The landscape of Artificial Intelligence (AI) and Large Language Models (LLMs) has traditionally been dominated by cloud-based services. While powerful, these often come with costs, privacy concerns, and require constant internet connectivity. Ollama emerges as a compelling open-source solution, designed to simplify the process of downloading, managing, and running LLMs directly on your local machine. This approach offers significant advantages, including enhanced privacy, cost savings, offline capability, and greater control over the models you use.

Why Choose Local LLMs with Ollama?
#

Running LLMs locally addresses several key challenges associated with cloud services:

  1. Privacy and Security: When using local models via Ollama, your data doesn’t need to leave your machine. This is crucial for handling sensitive information or for applications in sectors like healthcare and finance where data privacy is paramount.
  2. Cost Efficiency: Cloud-based LLM services often involve ongoing costs related to API calls or server usage. Ollama eliminates these costs, as you leverage your own hardware resources. Once a model is downloaded, running it incurs no additional expense.
  3. Reduced Latency: Local execution significantly reduces the network latency inherent in communicating with remote servers. This results in faster response times, which is beneficial for interactive applications.
  4. Offline Capability: Since the models run on your machine, you can use them even without an active internet connection (after the initial download).
  5. Customization and Flexibility: Ollama provides greater flexibility in customizing and fine-tuning models to suit specific needs, without the limitations imposed by third-party service providers.
  6. Accessibility: It simplifies the technically challenging process of setting up LLMs, making advanced language processing accessible to a broader audience, including developers, researchers, and hobbyists, without deep knowledge of machine learning frameworks or complex hardware configurations.

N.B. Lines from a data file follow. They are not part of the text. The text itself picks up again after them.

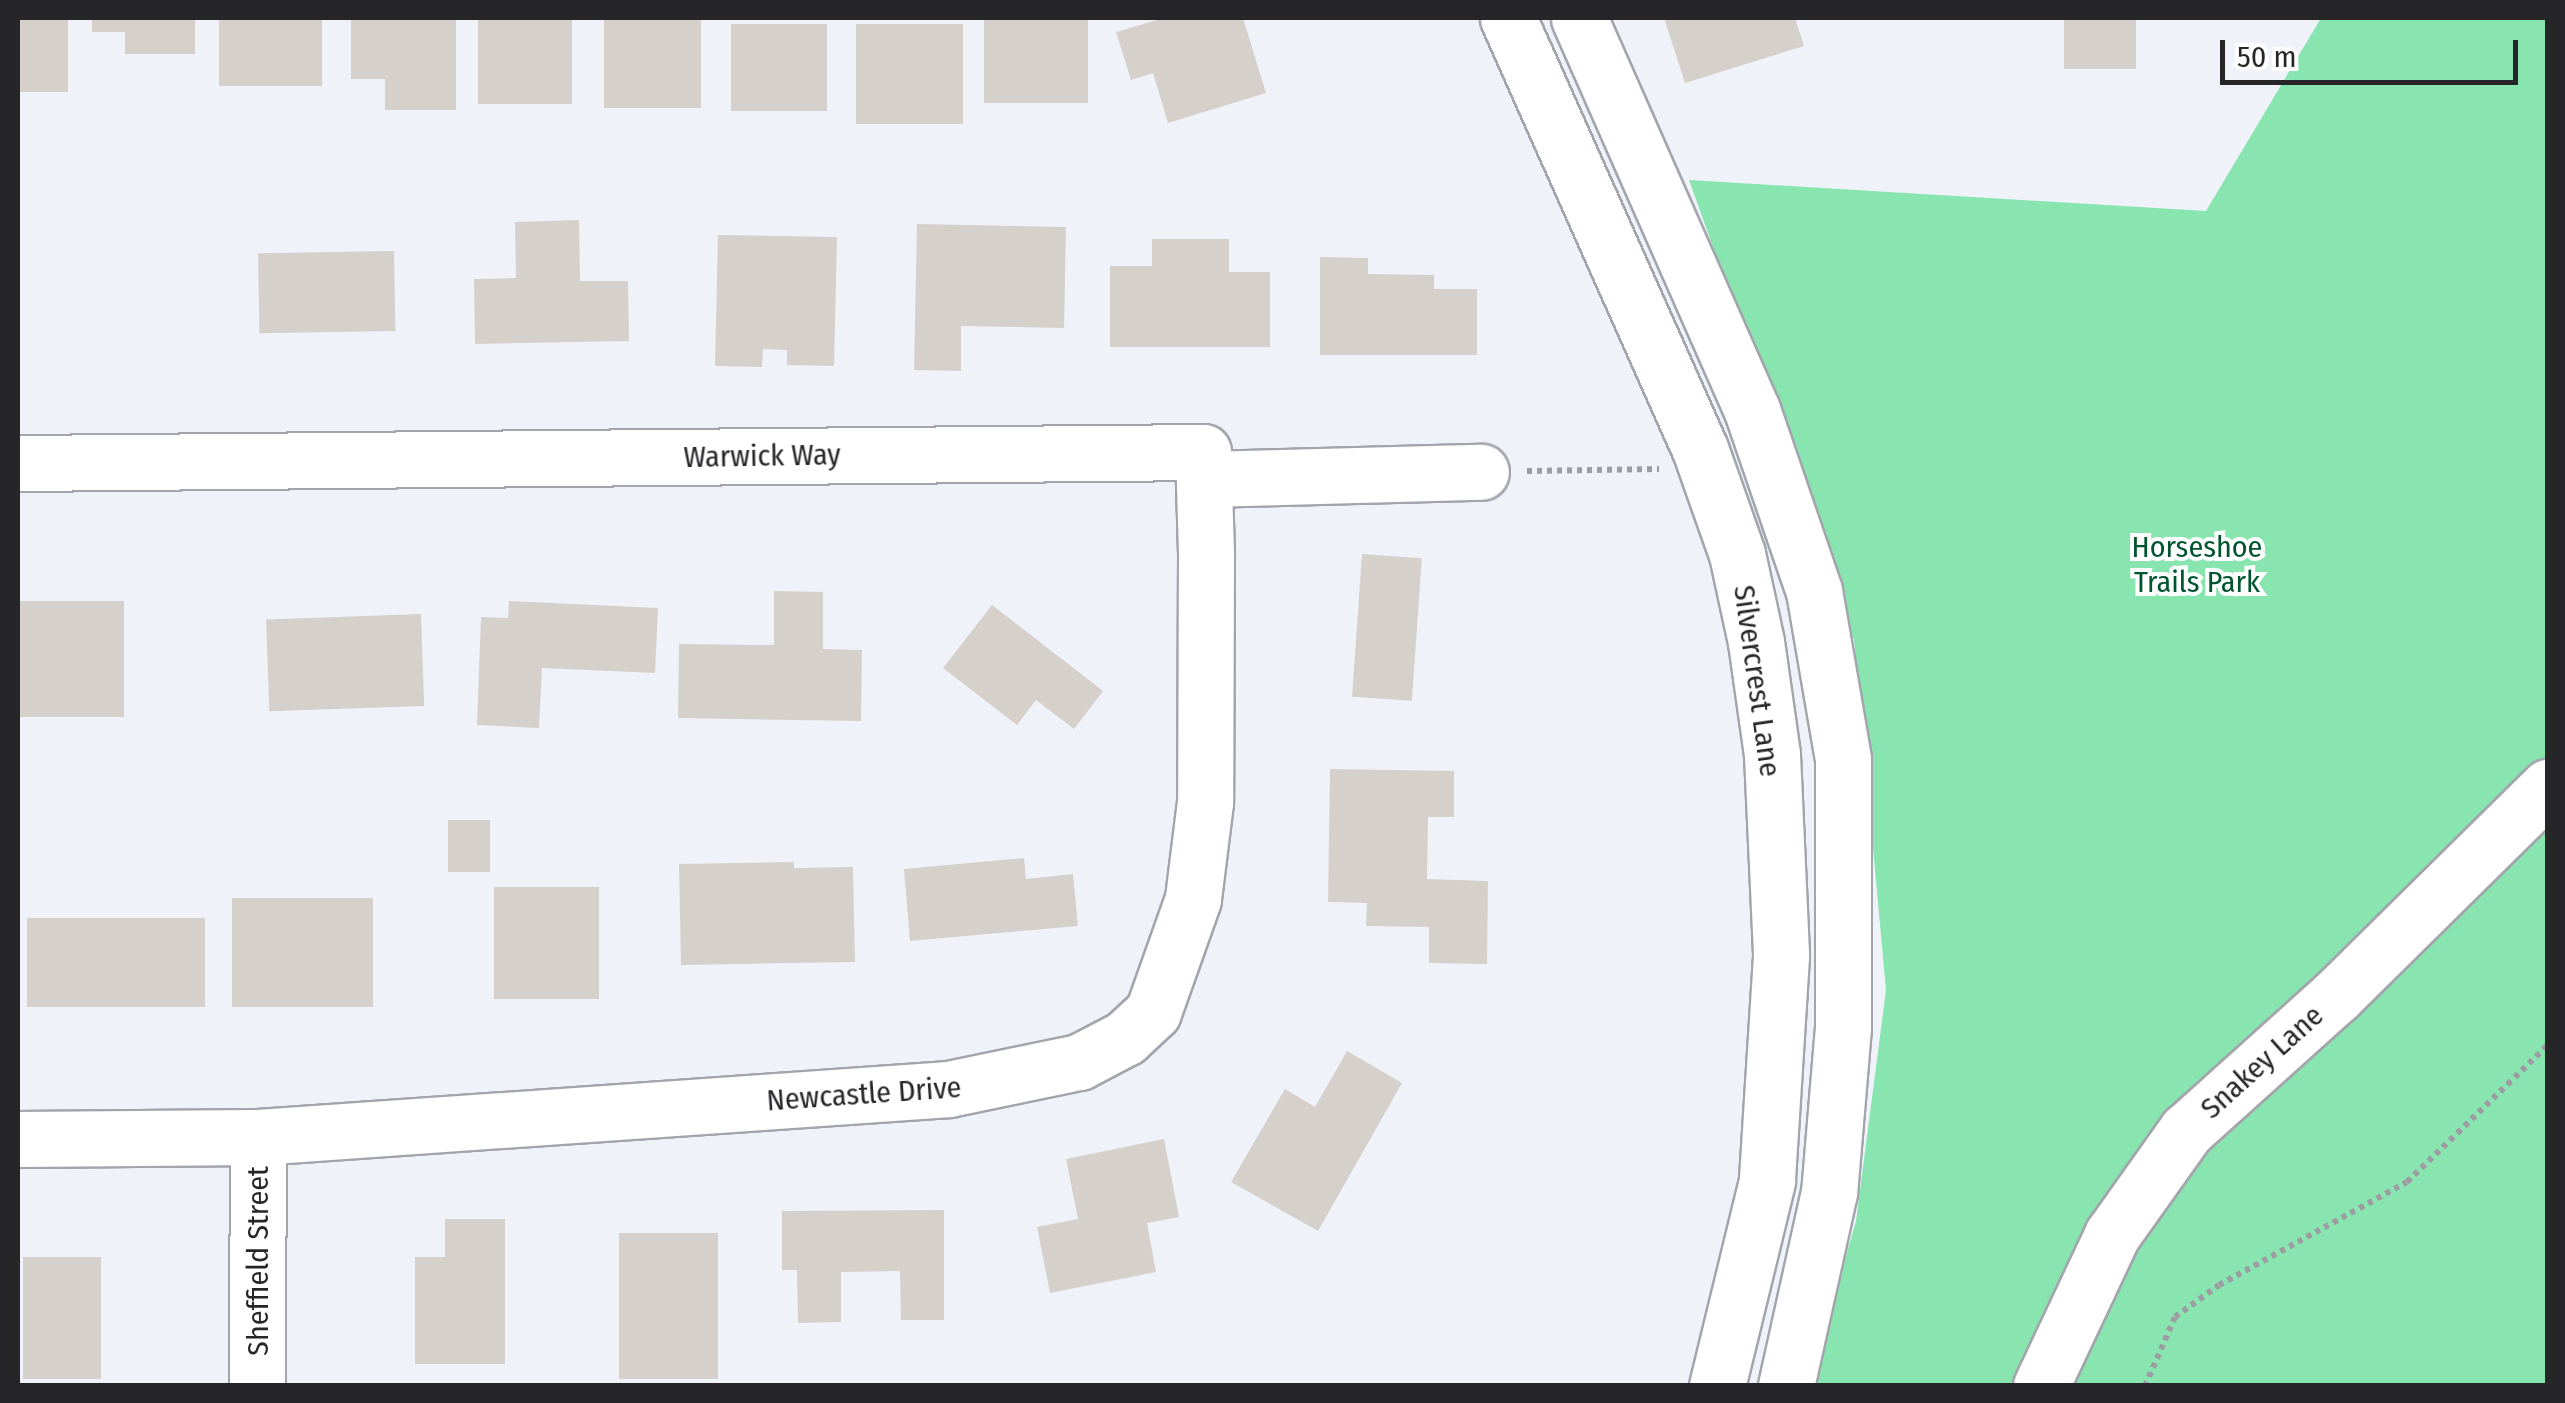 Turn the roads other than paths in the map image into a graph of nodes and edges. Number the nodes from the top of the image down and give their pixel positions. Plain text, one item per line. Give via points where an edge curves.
1 (1508, 18) edge
2 (1578, 18) edge
3 (18, 463) edge
4 (1480, 472) road end
5 (1205, 479) junction
6 (2548, 787) edge
7 (258, 1137) junction
8 (18, 1139) edge
9 (257, 1386) edge
10 (1718, 1386) edge
11 (1786, 1386) edge
12 (2040, 1386) edge

1 - 10 street, Silvercrest Lane via 1700,449 1737,554 1756,642 1772,755 1781,956 1767,1181
2 - 11 street via 1752,410 1814,591 1843,759 1843,1027 1830,1174
3 - 5 street, Warwick Way via 1203,452
4 - 5 street
5 - 7 street, Newcastle Drive via 1205,802 1193,898 1152,1012 1125,1038 1079,1062 950,1089
6 - 12 street, Snakey Lane via 2336,996 2186,1132 2112,1235
7 - 8 street, Newcastle Drive
7 - 9 street, Sheffield Street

Getting Started with Ollama
#

Installation:

Setting up Ollama is straightforward:

  1. Navigate to the official Ollama website (ollama.com).
  2. Click the “Download” button.
  3. Select your operating system (macOS, Windows, or Linux).
    • macOS/Windows: Download the installer application and run it. Follow the on-screen prompts. The application will set up the necessary command-line tools and potentially start a background service.
    • Linux: Copy the provided curl command and execute it in your terminal to install Ollama.
  4. Verification: Once installed, open your terminal or command prompt and type ollama. If the installation was successful, you should see a list of available commands and options.

The Ollama application often runs as a background service, managing the models and handling requests. On macOS and Windows, you might see an Ollama icon in your system tray or menu bar.

Core Concepts and Usage
#

1. Running Models:

The primary command to interact with models is ollama run.

ollama run <model_name>

Replace <model_name> with the identifier of the model you wish to use (e.g., llama3.1, mistral, codegemma, llava).

  • If the specified model is not already present on your system, Ollama will automatically download it first. Model sizes can vary significantly (from a few gigabytes to hundreds), so ensure you have sufficient disk space and a stable internet connection for the download.
  • Once the model is ready (either downloaded or already local), Ollama will launch an interactive chat prompt in your terminal, allowing you to start conversing with the LLM immediately.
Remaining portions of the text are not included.